→ **DATA SHOWN**:
■ ■ ■ ■ ■ ■ ■

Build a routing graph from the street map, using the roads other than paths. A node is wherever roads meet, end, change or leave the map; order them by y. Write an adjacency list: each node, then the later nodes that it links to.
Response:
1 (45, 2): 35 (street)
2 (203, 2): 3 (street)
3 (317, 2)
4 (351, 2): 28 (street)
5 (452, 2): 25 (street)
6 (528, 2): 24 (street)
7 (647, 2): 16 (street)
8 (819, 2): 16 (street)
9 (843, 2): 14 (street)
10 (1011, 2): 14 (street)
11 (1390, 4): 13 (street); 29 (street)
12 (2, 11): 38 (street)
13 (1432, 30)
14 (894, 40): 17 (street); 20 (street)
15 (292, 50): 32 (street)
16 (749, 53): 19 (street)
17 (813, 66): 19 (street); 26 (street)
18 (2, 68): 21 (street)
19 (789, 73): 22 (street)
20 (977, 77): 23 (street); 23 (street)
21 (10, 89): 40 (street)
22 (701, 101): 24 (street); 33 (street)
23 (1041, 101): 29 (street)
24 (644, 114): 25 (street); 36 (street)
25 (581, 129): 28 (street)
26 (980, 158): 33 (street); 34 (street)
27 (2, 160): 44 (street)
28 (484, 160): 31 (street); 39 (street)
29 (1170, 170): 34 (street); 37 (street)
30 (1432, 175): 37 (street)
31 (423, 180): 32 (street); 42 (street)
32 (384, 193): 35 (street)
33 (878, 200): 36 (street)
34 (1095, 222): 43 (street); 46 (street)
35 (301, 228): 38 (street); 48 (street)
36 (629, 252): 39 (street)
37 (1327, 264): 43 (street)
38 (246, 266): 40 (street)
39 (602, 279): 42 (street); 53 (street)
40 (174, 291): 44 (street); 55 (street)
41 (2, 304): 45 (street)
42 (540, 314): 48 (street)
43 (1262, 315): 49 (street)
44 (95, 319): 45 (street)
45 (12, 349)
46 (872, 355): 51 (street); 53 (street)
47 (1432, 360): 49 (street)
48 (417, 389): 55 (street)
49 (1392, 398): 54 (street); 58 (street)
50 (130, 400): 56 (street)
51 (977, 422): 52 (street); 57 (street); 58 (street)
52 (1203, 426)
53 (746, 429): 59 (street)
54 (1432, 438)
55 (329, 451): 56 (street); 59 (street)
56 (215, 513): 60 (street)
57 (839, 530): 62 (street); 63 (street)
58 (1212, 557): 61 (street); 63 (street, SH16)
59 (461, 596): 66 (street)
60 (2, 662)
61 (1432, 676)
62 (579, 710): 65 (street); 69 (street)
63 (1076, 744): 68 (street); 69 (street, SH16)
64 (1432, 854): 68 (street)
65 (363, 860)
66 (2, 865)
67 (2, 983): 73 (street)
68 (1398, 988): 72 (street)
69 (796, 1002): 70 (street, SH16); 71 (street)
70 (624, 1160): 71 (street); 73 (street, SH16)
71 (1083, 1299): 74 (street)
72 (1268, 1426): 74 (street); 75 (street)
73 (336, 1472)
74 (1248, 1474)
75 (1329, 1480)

■ ■ ■ ■ ■ ■ ■

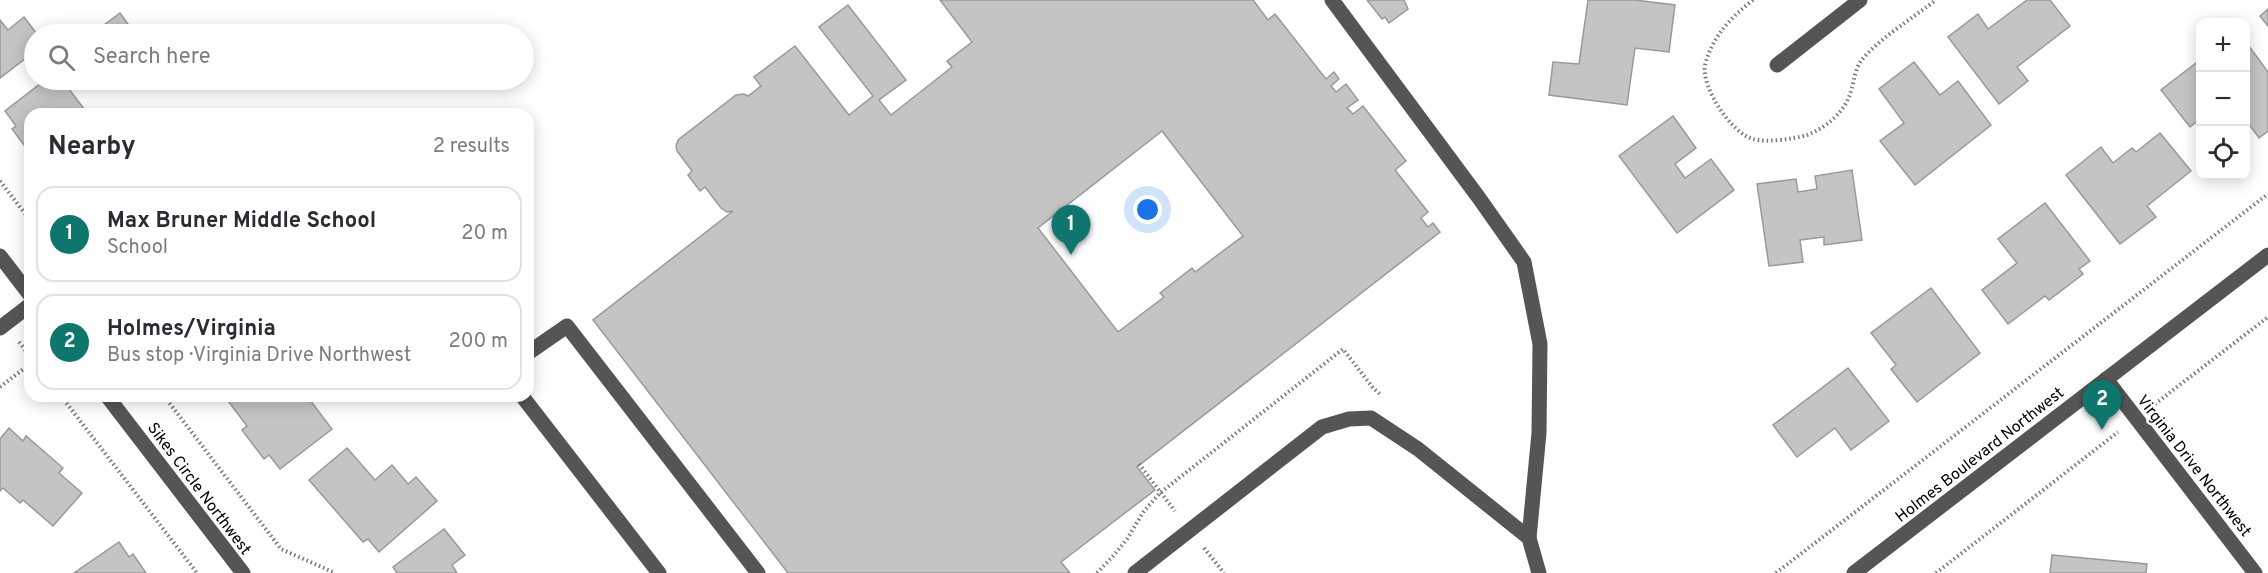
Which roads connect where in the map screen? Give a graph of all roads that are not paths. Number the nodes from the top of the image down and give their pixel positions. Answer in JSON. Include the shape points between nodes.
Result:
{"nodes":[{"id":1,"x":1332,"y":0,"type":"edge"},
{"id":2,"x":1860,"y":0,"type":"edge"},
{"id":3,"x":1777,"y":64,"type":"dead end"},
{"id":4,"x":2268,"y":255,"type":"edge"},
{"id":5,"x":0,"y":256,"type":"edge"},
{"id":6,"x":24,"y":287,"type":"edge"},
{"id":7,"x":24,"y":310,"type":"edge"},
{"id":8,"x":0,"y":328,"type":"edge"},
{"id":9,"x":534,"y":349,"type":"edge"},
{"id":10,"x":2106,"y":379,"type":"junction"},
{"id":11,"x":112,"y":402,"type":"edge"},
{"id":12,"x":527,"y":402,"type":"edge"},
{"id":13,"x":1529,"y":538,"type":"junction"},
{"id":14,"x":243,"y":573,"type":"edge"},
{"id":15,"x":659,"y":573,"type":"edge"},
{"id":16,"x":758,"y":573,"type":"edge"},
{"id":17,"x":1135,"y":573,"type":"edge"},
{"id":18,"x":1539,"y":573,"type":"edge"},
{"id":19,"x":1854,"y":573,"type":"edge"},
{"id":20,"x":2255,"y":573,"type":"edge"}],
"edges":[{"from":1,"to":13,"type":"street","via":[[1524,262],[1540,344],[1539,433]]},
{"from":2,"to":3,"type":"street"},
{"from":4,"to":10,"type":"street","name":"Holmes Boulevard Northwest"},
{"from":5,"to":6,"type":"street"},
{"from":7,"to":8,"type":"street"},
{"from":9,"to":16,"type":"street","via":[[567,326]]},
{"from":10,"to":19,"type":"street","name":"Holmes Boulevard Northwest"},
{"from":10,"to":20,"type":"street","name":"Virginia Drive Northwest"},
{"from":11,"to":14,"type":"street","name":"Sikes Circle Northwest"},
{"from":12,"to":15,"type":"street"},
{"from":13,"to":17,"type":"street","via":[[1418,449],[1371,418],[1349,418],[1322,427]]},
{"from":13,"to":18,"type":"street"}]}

■ ■ ■ ■ ■ ■ ■

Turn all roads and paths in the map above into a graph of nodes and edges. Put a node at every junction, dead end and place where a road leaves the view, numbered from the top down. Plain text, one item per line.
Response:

■ ■ ■ ■ ■ ■ ■

→ **EXERCISE PROMPT**: Where a line of the data above includes "paths", copy that line.

→ **EXERCISE OUTPUT**:
Build a routing graph from the street map, using the roads other than paths. A node is wherever roads meet, end, change or leave the map; order them by y. Write an adjacency list: each node, then the later nodes that it links to.
Which roads connect where in the map screen? Give a graph of all roads that are not paths. Number the nodes from the top of the image down and give their pixel positions. Answer in JSON. Include the shape points between nodes.
Turn all roads and paths in the map above into a graph of nodes and edges. Put a node at every junction, dead end and place where a road leaves the view, numbered from the top down. Plain text, one item per line.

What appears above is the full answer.